Spears and Timberlake have been inextricably linked ever since they were both kids on "The Mickey Mouse Club" and into the late 1990s, when Timberlake took over the world as the lead singer of 'N Sync and Spears was one of the most famous pop stars on the planet. When they started dating in 1999, it seemed only natural.
They had a bad break-up three years later. While no one really knows what really happened, the tabloids had a pretty good idea. As Buzzfeed points out, magazines like Us Weekly were clearly Team Timberlake, intimating that Spears cheated on him. And Timberlake implied as much with a Spears doppelganger in his famous "Cry Me a River" video.

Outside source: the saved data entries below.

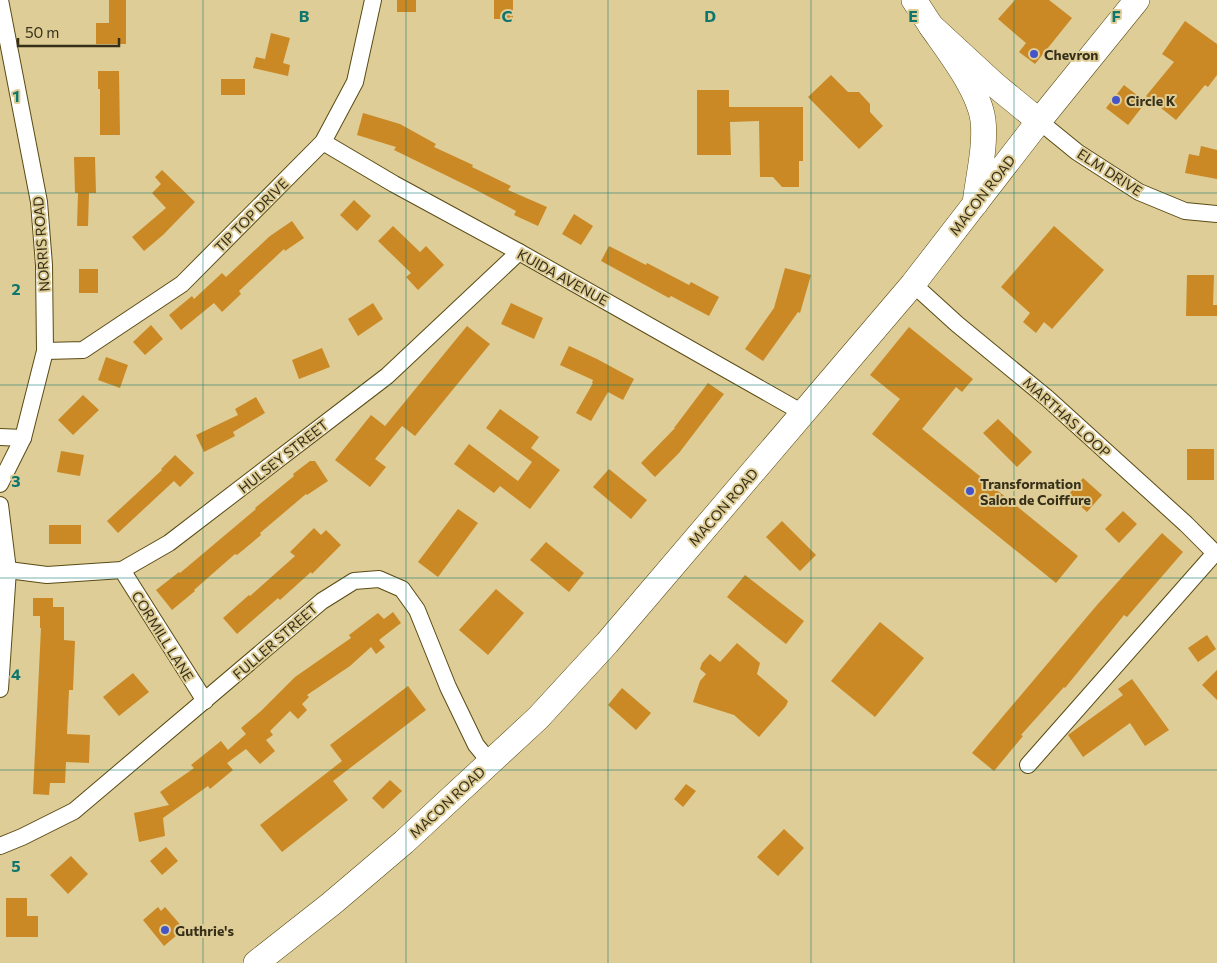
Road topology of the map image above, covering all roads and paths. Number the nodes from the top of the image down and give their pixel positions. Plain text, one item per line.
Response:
1 (0, 0) edge
2 (373, 0) edge
3 (914, 0) edge
4 (1137, 0) edge
5 (932, 26) junction
6 (1039, 121) junction
7 (323, 142) junction
8 (975, 204) junction
9 (1217, 214) edge
10 (519, 252) junction
11 (913, 284) junction
12 (45, 351) junction
13 (803, 413) junction
14 (0, 437) edge
15 (23, 438) junction
16 (0, 484) edge
17 (0, 505) edge
18 (1216, 554) edge
19 (8, 570) junction
20 (122, 570) junction
21 (0, 689) edge
22 (205, 702) junction
23 (490, 762) junction
24 (1028, 765) dead end
25 (0, 846) edge
26 (256, 963) edge

1 - 12 street, NORRIS ROAD
2 - 7 street, TIP TOP DRIVE
3 - 5 main road
4 - 6 main road, MACON ROAD
5 - 6 main road
5 - 8 main road
6 - 8 main road, MACON ROAD
6 - 9 street, ELM DRIVE
7 - 10 street, KUIDA AVENUE
7 - 12 street, TIP TOP DRIVE
8 - 11 main road, MACON ROAD
10 - 13 street, KUIDA AVENUE
10 - 20 street, HULSEY STREET
11 - 13 main road, MACON ROAD
11 - 18 street, MARTHAS LOOP
12 - 15 street, NORRIS ROAD
13 - 23 main road, MACON ROAD
14 - 15 street
15 - 16 street, NORRIS ROAD
17 - 19 street
18 - 24 street
19 - 20 street, HULSEY STREET
19 - 21 street
20 - 22 street, CORMILL LANE
22 - 23 street, FULLER STREET
22 - 25 street, FULLER STREET
23 - 26 main road, MACON ROAD

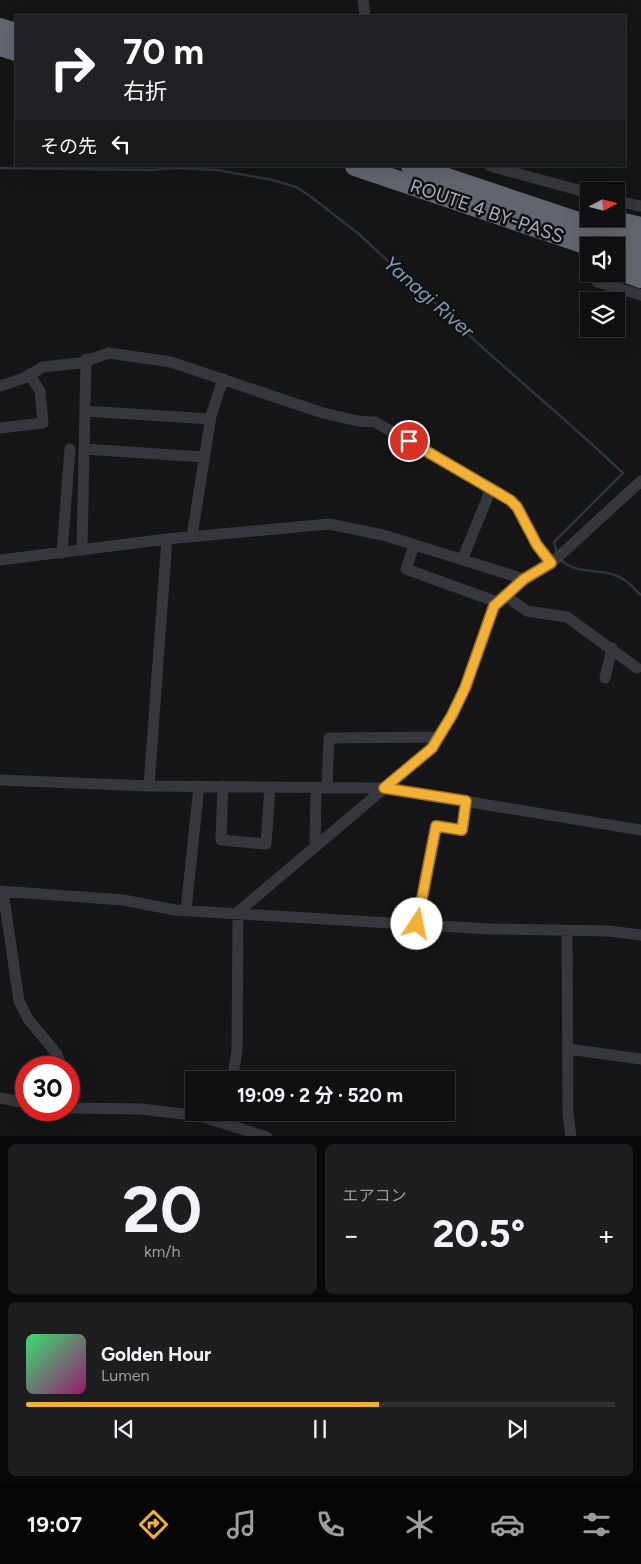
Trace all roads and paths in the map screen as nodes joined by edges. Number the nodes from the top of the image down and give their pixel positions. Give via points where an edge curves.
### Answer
1 (363, 0) edge
2 (364, 15) edge
3 (0, 28) edge
4 (15, 34) edge
5 (0, 46) edge
6 (15, 51) edge
7 (358, 167) edge
8 (414, 167) edge
9 (494, 167) edge
10 (580, 191) edge
11 (508, 198) junction
12 (455, 200) junction
13 (625, 203) edge
14 (641, 206) edge
15 (580, 213) edge
16 (625, 221) edge
17 (641, 227) edge
18 (580, 242) edge
19 (641, 243) edge
20 (580, 254) edge
21 (625, 258) edge
22 (641, 263) edge
23 (625, 272) edge
24 (641, 278) edge
25 (598, 282) edge
26 (641, 295) edge
27 (86, 359) junction
28 (30, 374) junction
29 (223, 379) junction
30 (0, 386) edge
31 (85, 411) junction
32 (210, 419) junction
33 (0, 428) edge
34 (84, 449) junction
35 (70, 450) dead end
36 (204, 457) junction
37 (641, 481) edge
38 (491, 489) junction
39 (192, 536) junction
40 (168, 539) junction
41 (414, 545) junction
42 (82, 550) junction
43 (62, 552) junction
44 (0, 560) edge
45 (462, 560) junction
46 (551, 563) junction
47 (524, 579) junction
48 (500, 599) junction
49 (612, 648) junction
50 (637, 668) dead end
51 (605, 678) dead end
52 (439, 737) junction
53 (0, 780) edge
54 (149, 786) junction
55 (198, 786) junction
56 (223, 786) junction
57 (270, 787) junction
58 (322, 788) junction
59 (384, 788) junction
60 (466, 801) junction
61 (641, 830) edge
62 (315, 846) junction
63 (1, 891) edge
64 (186, 910) junction
65 (238, 912) junction
66 (417, 924) junction
67 (566, 931) junction
68 (641, 935) edge
69 (568, 1048) junction
70 (58, 1056) edge
71 (641, 1059) edge
72 (234, 1071) edge
73 (0, 1098) edge
74 (15, 1101) edge
75 (80, 1108) edge
76 (185, 1114) edge
77 (232, 1121) edge
78 (267, 1136) edge
79 (571, 1136) edge

1 - 2 street
3 - 4 highway
5 - 6 highway
7 - 12 highway, ROUTE 4 BY-PASS
8 - 11 highway, ROUTE 4 BY-PASS
9 - 10 street
11 - 15 highway
11 - 19 highway, ROUTE 4 BY-PASS
12 - 18 highway, ROUTE 4 BY-PASS
12 - 20 highway
13 - 14 street
16 - 17 highway
21 - 22 highway
23 - 24 highway
25 - 26 street
27 - 28 street via 80,363 43,367
27 - 29 street via 118,354 171,362
27 - 31 street
28 - 30 street
28 - 33 street via 40,391 42,423
29 - 32 street
29 - 38 street via 323,412 375,422
31 - 32 street
31 - 34 street
32 - 36 street
34 - 36 street
34 - 42 street
35 - 43 street
36 - 39 street
37 - 46 street
38 - 45 street
38 - 46 street via 517,507 537,545
39 - 40 street
39 - 41 street via 329,524
40 - 42 street
40 - 54 street
41 - 45 street
41 - 48 street via 406,568
42 - 43 street
43 - 44 street
45 - 47 street
46 - 47 street
47 - 48 street
48 - 49 street via 527,611 567,617
48 - 52 street via 485,627 465,688
49 - 50 street
49 - 51 street
52 - 58 street via 329,738
52 - 59 street via 432,748
53 - 54 street
54 - 55 street
55 - 56 street
55 - 64 street
56 - 57 street
56 - 57 street via 221,840 266,844
57 - 58 street
58 - 59 street
58 - 62 street
59 - 60 street
59 - 62 street
60 - 61 street
60 - 66 street via 462,830 436,826
62 - 65 street
63 - 64 street via 123,900
63 - 70 street via 18,1001
64 - 65 street
65 - 66 street
65 - 72 street via 237,1051
66 - 67 street
67 - 68 street
67 - 69 street
69 - 71 street
69 - 79 street
73 - 74 street
75 - 76 street via 141,1109
77 - 78 street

In true Taylor Swiftian coy style, he'll never confirm it's about Spears. But everyone knows it's Spears, and he's referred to her in many interviews. Now, some people are officially tired of this behavior -- especially as it always ensures another wave of publicity that throws Spears under the bus.
This is the second time this summer that Timberlake has been under fire online -- the first time was the latest in a long line of criticism for cultural appropriation, from his R&B songs to those cornrows. During Jesse Williams's impassioned, powerful speech at the BET Awards about race, Timberlake fired off a tweet: "@iJesseWilliams tho...#Inspired #BET2016," he wrote.
This tweet was seen as ironic. "One of the major points of Jesse's speech is that black art is so often devalued, only to be appropriated by white people and reevaluated as suddenly worthy," KQED wrote. "No one knows this better than Justin Timberlake, who has made a career out of co-opting black culture and gaining the kind of success that is rarely afforded to those who originated it.
During the BET Awards, the backlash on Twitter was immediate: "So does this mean you're going to stop appropriating our music and culture? And apologize to Janet too," writer Ernest Owens tweeted at Timberlake, referencing how Timberlake remained blissfully unscathed after his and Janet Jackson's infamous 2004 Super Bowl "wardrobe malfunction," while Jackson's career effectively ended.
"Oh, you sweet soul. The more you realize that we are the same, the more we can have a conversation," Timberlake tweeted back to Owens, further igniting Twitter. (Timberlake deleted his tweet and said he felt "misunderstood.")
"Our problem here is that Justin Timberlake himself, you know, is definitely benefiting from using black culture -- for his sound, his dance moves, his dancers, and blowing up off of it," rapper Vic Mensa later explained on "The Nightly Show With Larry Wilmore." Yet, he added, Timberlake is silent when it comes to the Black Lives Matter movement or police shootings. "We're not feeling him being down when it's beneficial to him and turning a blind eye when it could be dangerous," Mensa said.
For some, seeing Timberlake finally getting called out in a big way this summer was thrilling. After the #JTExposedParty went viral, popular gossip writer Elaine Lui called it "sweet vindication/validation."
"As you know, I have been dragging those god--- ringlets for years," Lui wrote on her blog LaineyGossip, poking fun at Timberlake's boy band hairstyle. "For being the original Taylor Swift. For making every moment about himself. For abandoning Janet Jackson #NeverForget. And, yes, for climbing to fame on the back of one Britney Jean Spears."